Cambridge Analytica openly admitted to helping the “Trump campaign pull off its narrow win in key swing states,” ThinkProgress reported, from Facebook to psychologically profile millions of American voters with targeted messages tailored to persuade them to vote for Donald Trump in the 2016 presidential election.

But, a New York Times investigation, uncovered that Cambridge Analytica obtained the information fraudulently – Cambridge Analytica “harvested private information from the Facebook profiles of more than 50 million users without their permission making it one of the largest data leaks in the social network’s history.”

“We are suspending Strategic Communication Laboratories (SCL), including their political data analytics firm, Cambridge Analytica, from Facebook,” Facebook said in a statement on its website. “Given the public prominence of this organization, we want to take a moment to explain how we came to this decision and why.”

In 2015, Facebook became aware of a user, Dr. Aleksandr Kogan, a psychology professor at the University of Cambridge, who violated the social media site’s Platform Policies because he was “passing data from an app that was using Facebook Login to SCL/Cambridge Analytica,” Paul Grewal, Facebook VP and deputy general, said in a statement. Facebook immediately removed the app used by the Russian-American academic from its site and “demanded certifications from Kogan and all parties he had given data to that the information had been destroyed. Cambridge Analytica, Kogan and Christopher Wylie, former research director at Campbridge Analytica, all certified to us that they destroyed the data,” Grewal said.

In a statement issued by Facebook on March 16, it stated:

“Several days ago, we received reports that, contrary to the certifications we were given, not all data was deleted. We are moving aggressively to determine the accuracy of these claims. If true, this is another unacceptable violation of trust and the commitments they made. We are suspending SCL/Cambridge Analytica, Wylie and Kogan from Facebook, pending further information.”

Grewal accused Cambridge Analytical of running “a scam and a fraud” on its site because, from “interviews with a half-dozen former employees and contractors, and a review of the firm’s emails and documents,” the Times, in conjunction with The Observer of London, “revealed that Cambridge not only relied on the private Facebook data, but still possesses most or all of the trove.” The Times viewed “a set of raw data from the profiles Cambridge Analytica obtained,” ThinkProgress reported.
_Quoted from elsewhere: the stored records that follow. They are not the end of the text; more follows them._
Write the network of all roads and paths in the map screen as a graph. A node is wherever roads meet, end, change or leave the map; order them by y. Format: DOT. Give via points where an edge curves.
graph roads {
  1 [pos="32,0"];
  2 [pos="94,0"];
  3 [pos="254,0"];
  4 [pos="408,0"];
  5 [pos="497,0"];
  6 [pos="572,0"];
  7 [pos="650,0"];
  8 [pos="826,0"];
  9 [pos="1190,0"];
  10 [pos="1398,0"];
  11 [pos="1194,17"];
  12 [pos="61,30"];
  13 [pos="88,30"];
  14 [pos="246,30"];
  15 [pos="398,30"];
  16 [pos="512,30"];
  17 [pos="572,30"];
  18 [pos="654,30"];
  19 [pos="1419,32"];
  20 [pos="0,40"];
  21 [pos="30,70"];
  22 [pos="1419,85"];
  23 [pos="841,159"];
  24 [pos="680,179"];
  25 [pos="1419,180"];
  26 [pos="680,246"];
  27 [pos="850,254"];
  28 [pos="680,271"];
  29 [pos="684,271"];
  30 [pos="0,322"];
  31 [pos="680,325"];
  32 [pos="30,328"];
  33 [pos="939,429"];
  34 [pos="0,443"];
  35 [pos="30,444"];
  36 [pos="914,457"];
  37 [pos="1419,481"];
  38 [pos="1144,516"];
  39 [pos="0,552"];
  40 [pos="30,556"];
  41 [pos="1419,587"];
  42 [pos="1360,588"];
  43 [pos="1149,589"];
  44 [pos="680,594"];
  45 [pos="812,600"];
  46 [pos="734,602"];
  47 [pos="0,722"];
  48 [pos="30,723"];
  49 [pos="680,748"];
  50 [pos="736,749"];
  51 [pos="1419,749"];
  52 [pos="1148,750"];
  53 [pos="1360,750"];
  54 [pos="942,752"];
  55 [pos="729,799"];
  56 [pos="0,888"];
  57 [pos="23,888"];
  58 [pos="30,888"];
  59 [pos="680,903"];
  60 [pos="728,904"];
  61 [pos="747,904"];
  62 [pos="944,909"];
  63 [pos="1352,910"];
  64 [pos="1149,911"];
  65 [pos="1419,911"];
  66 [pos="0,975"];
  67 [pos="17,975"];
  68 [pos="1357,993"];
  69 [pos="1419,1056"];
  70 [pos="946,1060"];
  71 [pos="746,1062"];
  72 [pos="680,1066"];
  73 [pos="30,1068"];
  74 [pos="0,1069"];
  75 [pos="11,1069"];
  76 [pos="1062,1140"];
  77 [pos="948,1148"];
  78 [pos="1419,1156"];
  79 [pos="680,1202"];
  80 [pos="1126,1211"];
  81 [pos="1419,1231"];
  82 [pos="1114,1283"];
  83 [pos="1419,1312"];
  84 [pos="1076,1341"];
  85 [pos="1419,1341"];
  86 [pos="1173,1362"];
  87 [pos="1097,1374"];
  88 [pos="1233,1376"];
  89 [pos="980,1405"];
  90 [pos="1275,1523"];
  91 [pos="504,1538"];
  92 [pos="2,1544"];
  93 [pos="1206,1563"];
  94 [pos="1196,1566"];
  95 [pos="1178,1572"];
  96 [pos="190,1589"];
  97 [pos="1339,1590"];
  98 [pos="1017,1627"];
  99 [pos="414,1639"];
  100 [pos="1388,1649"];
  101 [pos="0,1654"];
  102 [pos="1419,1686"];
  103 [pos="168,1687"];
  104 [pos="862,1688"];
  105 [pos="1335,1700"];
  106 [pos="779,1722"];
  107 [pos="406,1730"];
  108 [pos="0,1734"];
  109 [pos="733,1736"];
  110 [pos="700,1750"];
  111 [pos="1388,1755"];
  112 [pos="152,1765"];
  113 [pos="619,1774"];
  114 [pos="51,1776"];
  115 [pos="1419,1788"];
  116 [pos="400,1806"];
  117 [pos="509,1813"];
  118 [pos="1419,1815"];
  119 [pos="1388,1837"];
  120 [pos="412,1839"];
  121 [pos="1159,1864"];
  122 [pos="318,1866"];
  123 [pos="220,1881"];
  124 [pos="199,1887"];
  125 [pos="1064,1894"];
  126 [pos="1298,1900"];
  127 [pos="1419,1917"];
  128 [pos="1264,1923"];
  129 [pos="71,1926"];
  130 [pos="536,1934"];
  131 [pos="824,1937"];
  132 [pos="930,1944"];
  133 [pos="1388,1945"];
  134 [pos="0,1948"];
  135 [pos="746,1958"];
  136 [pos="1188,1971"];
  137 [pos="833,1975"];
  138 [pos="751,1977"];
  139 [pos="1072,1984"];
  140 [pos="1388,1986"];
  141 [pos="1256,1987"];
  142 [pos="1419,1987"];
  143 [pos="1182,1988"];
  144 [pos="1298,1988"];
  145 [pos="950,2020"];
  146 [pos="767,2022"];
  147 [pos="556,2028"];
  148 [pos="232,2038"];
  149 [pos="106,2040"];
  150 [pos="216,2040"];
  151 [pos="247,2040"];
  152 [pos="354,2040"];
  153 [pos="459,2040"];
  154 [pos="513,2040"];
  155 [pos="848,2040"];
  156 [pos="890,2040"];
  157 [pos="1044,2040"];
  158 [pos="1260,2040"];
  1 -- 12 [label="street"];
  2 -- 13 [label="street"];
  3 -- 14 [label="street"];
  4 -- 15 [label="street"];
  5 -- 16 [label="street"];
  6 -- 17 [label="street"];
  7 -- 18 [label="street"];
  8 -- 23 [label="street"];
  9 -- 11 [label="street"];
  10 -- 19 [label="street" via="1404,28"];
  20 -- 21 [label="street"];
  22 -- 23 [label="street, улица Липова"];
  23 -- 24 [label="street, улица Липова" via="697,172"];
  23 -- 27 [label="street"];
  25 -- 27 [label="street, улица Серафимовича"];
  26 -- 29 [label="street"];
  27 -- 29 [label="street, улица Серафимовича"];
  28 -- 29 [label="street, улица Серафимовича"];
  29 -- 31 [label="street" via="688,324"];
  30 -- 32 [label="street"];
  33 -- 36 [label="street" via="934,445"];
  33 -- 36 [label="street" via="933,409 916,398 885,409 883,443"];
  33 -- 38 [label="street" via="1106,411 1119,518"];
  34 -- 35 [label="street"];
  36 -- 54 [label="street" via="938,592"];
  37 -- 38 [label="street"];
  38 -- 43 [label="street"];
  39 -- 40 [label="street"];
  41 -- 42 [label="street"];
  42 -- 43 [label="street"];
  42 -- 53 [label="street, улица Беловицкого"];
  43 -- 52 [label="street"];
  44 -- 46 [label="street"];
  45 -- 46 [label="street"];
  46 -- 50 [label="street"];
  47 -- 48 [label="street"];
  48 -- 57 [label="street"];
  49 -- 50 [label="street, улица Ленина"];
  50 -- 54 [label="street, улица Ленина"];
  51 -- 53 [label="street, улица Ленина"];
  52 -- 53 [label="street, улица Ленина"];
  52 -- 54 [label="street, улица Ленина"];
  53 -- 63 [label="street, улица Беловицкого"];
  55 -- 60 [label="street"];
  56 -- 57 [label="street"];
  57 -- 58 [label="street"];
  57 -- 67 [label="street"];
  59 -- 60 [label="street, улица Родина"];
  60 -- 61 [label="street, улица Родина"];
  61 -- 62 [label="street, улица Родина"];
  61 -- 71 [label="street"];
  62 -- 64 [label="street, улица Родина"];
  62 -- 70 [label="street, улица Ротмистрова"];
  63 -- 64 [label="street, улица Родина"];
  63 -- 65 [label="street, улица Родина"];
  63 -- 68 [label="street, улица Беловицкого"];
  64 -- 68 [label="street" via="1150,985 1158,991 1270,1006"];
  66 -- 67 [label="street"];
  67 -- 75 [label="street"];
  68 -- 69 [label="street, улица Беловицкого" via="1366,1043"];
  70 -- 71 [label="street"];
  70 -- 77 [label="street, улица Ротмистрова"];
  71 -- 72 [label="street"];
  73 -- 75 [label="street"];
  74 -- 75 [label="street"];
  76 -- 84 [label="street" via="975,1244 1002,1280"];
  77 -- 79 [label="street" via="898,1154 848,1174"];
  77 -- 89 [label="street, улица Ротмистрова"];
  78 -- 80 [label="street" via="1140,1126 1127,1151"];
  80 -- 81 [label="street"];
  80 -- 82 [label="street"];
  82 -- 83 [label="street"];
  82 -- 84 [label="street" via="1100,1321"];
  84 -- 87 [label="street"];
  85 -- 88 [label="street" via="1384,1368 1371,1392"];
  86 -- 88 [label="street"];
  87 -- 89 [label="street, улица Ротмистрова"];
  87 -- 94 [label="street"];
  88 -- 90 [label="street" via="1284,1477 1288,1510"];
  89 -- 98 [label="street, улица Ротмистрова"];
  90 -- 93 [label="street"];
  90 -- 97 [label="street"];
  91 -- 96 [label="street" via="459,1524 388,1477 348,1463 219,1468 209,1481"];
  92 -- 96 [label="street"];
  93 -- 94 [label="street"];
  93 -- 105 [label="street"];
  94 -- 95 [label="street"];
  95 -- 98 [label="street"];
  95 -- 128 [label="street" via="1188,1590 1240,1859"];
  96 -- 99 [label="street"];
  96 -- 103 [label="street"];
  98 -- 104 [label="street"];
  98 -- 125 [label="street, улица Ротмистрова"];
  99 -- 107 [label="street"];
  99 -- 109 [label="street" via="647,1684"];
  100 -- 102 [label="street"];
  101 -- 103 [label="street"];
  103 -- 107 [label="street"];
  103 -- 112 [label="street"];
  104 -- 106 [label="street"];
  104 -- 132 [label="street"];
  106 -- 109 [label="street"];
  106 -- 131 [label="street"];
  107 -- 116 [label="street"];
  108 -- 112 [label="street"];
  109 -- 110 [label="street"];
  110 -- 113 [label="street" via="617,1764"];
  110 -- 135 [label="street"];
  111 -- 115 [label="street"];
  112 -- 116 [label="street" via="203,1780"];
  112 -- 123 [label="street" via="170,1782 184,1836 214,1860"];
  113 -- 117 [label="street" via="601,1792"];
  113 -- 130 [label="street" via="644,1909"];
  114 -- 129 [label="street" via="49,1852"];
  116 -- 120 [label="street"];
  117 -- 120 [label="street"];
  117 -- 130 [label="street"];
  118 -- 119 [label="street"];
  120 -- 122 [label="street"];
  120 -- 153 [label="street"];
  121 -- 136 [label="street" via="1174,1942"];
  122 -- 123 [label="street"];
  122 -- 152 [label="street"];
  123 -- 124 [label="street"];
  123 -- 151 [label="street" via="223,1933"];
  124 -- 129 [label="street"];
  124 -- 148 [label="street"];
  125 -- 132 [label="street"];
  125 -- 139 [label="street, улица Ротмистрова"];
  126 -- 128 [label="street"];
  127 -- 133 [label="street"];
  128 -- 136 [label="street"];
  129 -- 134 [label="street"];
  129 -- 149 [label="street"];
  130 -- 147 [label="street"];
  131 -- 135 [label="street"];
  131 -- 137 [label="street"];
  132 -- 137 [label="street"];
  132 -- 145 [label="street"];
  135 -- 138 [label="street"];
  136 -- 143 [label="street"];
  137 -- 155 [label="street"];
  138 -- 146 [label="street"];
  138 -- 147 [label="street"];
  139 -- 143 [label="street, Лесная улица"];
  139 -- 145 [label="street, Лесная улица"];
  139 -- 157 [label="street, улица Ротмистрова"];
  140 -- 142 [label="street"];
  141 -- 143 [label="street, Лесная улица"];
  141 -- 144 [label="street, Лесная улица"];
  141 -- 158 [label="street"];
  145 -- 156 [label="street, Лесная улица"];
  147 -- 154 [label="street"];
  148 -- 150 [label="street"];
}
In an updated statement released by Facebook on March 17, the site said:

“The claim that this is a data breach is completely false. Aleksandr Kogan requested and gained access to information from users who chose to sign up to his app, and everyone involved gave their consent. People knowingly provided their information, no systems were infiltrated, and no passwords or sensitive pieces of information were stolen or hacked.”

What the data theft did for the Trump campaign, which the campaign paid millions of dollars to Cambridge Analytica starting in June 2016, was it “allowed the company to exploit the private social media activity of a huge swath of the American electorate,” the Times investigation concluded.

Cambridge Analytica also used the micro-targeting in real time to help advise the Trump campaign as to the states he should visit in the final months of his campaign and the words to use that would “resonate” with voters in those regions.

While Cambridge Analytica is currently under special investigation by Robert Mueller because of suspected connections to Russia interference with the U.S.’ 2016 elections, this newly obtained information brings light to the role Cambridge Analytica played in helping the Trump campaign get Donald Trump elected as the forty-fifth president of the United States of America.